Setting up rows or columns of four or five pieces is of critical importance during combat, as it gives you an extra turn, and any time you can buy is useful, because even just a few hours into the game, the enemies you'll face in Puzzle Quest can be downright merciless. Their spells are potent, they have a lot of hit points, and they have a knack for setting up lengthy strings of attacks that leave you depleted before you even get a chance to retaliate. As easy as it is to get into Puzzle Quest, it can be damn frustrating too, and there are times when it seems as though the computer is stacking the odds in its own favor. Still, even when you lose a fight, you earn a small amount of coin and XP, and the only punishment is that you have to fight that enemy over again. The other activities you'll perform via puzzle proxy tend to be a little more evenhanded, and are just different enough to keep them interesting. Training a mount is similar to straight combat, except that your turns are time limited. When capturing enemies, you're presented with a carefully placed board that you have to clear completely, leaving no extra pieces behind. Learning new spells and crafting items introduces specific types of pieces that you'll need to clear to succeed.
When you gain enough XP to level, you're given points that you can distribute between seven character attributes. The air, earth, fire, and water masteries will determine how effective you are at using the different types of mana; battle determines how much damage you do when you clear skull pieces; cunning increases how much gold you'll earn; and morale increases your hit points. All these factors, along with your gear, your mount, your party members, and your spells, can have a profound effect on how Puzzle Quest plays, and it's what helps keep the game fresh. Even if you stick strictly to the main quest, ignoring the numerous side quests, the item crafting, the sieging of towns, or the numerous other activities you can get into, Puzzle Quest is truly epic in size. If you consider all of the content on offer in the single-player game, along with the inclusion of local, two-player multiplayer, there's easily 100 hours of gameplay to be had here.

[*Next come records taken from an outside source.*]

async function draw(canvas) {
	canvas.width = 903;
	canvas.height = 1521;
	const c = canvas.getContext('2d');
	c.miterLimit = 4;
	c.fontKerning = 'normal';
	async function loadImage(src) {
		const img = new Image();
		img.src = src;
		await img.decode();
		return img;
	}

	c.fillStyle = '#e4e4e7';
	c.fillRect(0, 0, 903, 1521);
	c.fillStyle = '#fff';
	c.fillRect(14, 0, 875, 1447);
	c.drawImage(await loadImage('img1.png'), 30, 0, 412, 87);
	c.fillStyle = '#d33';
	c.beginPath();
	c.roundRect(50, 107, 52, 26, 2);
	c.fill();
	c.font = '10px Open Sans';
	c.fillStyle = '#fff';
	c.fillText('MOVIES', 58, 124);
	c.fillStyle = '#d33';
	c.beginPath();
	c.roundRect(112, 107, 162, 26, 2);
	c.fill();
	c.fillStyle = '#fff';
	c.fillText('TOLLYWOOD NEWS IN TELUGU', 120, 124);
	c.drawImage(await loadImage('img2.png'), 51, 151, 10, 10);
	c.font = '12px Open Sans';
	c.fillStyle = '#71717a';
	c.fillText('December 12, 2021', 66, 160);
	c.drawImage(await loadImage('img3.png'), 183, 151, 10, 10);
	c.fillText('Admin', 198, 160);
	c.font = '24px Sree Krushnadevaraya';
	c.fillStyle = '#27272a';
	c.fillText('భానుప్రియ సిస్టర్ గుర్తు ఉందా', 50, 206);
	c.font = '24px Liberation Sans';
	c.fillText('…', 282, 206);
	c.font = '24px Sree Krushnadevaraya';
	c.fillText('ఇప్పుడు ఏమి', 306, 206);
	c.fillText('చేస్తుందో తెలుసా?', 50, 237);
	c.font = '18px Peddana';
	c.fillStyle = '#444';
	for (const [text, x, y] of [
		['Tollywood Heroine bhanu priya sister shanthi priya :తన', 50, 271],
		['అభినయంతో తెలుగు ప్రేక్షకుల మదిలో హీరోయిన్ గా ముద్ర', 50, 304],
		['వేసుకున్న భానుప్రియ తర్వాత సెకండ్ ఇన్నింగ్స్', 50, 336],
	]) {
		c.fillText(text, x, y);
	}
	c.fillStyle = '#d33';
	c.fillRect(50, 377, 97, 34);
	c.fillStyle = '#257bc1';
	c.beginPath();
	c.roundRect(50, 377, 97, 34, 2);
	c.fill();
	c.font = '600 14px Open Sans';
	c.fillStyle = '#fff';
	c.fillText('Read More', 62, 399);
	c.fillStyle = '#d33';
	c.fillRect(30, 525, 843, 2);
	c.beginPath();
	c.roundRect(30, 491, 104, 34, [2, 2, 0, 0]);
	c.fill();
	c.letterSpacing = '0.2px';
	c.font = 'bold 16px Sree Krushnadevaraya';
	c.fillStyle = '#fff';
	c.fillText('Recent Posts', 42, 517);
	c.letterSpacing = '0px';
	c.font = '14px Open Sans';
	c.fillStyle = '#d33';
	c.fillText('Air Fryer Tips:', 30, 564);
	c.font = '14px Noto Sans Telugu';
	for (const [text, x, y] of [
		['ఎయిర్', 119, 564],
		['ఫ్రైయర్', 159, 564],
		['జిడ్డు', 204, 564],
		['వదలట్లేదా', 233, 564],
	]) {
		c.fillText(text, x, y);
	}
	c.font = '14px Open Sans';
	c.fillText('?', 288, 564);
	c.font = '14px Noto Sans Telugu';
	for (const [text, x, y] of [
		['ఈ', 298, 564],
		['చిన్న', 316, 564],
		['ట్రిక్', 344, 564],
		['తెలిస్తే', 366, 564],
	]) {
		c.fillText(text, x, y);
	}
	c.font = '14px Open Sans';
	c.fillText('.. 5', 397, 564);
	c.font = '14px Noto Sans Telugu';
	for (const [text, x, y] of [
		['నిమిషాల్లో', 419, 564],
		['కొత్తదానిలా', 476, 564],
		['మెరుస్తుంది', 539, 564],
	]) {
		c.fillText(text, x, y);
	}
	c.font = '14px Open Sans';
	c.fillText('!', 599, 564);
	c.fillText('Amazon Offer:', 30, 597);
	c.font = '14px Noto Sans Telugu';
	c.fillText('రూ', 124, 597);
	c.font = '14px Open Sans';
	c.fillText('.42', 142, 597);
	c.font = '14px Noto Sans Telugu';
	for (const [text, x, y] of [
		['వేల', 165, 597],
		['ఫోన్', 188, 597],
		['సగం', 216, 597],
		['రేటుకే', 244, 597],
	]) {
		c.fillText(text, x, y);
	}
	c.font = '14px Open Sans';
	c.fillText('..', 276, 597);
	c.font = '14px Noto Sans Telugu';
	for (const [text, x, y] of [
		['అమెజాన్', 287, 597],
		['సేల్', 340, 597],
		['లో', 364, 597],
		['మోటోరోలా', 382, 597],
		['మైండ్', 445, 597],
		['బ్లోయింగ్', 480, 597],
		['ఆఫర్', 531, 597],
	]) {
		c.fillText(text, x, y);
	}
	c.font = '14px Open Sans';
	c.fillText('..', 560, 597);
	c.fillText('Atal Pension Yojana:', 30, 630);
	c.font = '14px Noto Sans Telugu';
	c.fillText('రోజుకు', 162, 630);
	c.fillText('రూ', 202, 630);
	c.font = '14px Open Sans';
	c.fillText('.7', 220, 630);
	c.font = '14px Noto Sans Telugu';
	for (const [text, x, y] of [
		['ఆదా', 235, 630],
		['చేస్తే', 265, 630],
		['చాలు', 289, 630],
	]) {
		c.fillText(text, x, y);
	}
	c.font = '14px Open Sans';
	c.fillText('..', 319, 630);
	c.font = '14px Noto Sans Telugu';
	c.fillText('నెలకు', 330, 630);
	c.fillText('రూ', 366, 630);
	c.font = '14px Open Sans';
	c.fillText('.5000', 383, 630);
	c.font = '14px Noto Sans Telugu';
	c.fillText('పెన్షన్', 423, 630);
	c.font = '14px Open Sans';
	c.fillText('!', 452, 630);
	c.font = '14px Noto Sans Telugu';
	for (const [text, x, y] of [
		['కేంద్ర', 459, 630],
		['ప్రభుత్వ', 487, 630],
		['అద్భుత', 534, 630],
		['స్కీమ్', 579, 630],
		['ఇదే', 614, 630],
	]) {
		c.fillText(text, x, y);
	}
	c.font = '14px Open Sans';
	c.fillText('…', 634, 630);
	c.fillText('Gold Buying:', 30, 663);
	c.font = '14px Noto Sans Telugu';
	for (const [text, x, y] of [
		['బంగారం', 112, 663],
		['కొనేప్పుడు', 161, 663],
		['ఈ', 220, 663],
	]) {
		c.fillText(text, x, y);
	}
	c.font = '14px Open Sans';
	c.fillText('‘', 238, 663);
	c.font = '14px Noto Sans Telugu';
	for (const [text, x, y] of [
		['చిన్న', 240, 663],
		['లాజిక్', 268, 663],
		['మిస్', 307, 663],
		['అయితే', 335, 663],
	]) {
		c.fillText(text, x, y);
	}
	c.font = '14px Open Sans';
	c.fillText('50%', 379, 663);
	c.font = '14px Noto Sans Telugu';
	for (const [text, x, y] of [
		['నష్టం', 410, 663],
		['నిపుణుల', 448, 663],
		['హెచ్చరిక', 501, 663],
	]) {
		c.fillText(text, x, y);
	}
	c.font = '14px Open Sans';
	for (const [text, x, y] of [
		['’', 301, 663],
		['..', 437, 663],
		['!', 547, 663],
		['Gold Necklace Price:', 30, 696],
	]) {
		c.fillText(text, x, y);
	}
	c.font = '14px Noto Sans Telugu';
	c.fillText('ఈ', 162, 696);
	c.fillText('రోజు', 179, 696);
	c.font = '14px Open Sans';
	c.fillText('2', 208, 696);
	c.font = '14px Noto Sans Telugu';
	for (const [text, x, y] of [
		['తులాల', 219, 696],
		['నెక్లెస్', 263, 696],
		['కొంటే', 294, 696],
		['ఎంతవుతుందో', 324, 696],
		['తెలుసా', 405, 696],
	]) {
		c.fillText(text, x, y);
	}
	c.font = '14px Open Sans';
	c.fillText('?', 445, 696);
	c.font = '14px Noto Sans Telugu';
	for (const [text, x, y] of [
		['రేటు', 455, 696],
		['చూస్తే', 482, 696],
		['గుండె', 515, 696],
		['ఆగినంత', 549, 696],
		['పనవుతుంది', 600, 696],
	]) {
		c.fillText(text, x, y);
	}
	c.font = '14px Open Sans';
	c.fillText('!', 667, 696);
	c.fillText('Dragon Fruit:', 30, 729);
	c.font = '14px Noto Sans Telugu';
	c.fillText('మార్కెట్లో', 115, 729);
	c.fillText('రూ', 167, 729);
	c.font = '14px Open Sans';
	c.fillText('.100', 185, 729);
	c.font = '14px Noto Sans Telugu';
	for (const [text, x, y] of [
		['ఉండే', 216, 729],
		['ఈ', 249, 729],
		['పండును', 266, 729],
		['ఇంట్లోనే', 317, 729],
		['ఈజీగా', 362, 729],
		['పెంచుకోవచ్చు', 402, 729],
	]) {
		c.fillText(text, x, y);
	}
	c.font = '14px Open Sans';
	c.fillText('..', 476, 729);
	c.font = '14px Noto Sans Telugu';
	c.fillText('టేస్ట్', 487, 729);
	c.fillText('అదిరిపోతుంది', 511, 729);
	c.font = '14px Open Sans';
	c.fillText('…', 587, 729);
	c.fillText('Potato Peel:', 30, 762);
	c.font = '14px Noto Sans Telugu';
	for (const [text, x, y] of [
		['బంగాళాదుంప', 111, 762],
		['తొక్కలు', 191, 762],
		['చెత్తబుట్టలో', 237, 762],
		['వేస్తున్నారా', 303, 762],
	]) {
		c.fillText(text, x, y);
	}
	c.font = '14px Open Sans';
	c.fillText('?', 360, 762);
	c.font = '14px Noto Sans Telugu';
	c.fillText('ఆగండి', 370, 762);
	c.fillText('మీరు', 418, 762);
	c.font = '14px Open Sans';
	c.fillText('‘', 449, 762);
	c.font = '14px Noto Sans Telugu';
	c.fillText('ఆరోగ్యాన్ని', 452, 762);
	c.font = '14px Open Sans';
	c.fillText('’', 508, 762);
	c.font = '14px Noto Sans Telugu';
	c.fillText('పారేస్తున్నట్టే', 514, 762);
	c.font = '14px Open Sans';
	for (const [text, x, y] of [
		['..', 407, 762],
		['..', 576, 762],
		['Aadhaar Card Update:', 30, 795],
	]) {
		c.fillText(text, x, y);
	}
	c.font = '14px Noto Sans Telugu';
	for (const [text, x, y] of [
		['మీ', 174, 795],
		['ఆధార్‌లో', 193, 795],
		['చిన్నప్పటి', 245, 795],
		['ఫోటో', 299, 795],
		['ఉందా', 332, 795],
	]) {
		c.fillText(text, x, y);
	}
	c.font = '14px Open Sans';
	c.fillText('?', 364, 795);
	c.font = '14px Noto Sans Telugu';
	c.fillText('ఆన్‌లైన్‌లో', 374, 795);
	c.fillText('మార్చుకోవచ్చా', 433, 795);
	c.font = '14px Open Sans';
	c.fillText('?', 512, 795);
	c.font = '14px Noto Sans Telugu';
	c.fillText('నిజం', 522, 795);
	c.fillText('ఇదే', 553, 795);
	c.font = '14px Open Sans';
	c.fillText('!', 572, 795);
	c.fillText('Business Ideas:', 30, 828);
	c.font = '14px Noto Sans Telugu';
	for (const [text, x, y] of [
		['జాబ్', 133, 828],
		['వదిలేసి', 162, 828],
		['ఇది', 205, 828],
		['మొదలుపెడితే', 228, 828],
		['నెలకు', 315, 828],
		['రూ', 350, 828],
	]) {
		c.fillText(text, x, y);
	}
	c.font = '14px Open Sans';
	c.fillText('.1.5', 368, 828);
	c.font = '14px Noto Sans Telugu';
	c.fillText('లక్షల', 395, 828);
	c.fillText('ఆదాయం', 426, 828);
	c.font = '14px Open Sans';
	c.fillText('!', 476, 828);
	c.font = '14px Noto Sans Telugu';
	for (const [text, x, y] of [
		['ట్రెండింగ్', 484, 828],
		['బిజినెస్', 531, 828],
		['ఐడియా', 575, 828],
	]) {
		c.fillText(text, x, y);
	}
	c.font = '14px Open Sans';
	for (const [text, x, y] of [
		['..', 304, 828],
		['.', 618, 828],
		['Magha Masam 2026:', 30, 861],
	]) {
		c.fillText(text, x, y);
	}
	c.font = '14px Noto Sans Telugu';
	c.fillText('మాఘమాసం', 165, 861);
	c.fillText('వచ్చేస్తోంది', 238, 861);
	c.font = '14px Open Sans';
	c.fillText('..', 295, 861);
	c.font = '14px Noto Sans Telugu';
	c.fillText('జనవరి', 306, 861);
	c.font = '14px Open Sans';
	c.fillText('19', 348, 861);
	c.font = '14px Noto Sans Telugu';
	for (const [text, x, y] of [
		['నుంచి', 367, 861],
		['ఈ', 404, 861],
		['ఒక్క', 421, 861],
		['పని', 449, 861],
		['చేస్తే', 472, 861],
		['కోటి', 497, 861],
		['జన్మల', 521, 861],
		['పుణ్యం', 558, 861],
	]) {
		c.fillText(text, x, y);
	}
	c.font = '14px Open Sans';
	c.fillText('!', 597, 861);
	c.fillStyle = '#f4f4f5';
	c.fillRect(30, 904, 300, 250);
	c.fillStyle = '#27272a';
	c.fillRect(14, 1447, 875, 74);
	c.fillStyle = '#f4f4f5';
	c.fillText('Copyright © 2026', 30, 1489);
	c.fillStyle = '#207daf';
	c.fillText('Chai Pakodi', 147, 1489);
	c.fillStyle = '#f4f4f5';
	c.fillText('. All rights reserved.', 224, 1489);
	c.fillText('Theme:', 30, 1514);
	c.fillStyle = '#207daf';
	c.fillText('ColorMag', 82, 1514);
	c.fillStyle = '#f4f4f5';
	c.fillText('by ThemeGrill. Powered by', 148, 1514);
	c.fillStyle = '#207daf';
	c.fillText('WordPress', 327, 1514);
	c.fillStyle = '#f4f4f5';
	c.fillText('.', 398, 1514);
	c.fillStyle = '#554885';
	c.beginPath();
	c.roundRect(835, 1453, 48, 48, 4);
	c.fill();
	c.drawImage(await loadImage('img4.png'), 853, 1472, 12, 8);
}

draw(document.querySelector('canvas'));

Both the PlayStation Portable and DS versions of Puzzle Quest have their quirks. On the PSP, loading issues can cause the game to hang for a second. These disruptive pauses can strike at almost any time, whether you're scrolling across the overworld map or casting a spell during combat. They don't really ruin anything, but they're annoying nonetheless. On the DS, the problems with the presentation are much more severe and end up impacting the gameplay. The graphics aren't as crisp and clear as they are on the PSP, and there are barely any flashy special effects. Most significantly, the puzzle playfield appears cramped on the lower screen of the DS, and it's difficult to discern certain pieces. Because of the size of the pieces, it's also easier to make mistakes with the game's mandatory stylus controls. The content is still good, but these problems make the DS version harder to recommend. While the presentation can be uneven between the two versions of Puzzle Quest, both feature some really great, sweeping music that fits the tone of the straightforward adventure quite beautifully.
The appeal of Puzzle Quest for fans of either RPGs or puzzle games is quite obvious, as it does a great job of scratching two distinctly different types of itches simultaneously. What's most remarkable about Puzzle Quest, though, is how a simple change of context turns some tired genre conventions that have been done to death into something that's suitable for just about anyone, regardless of your interest in the components.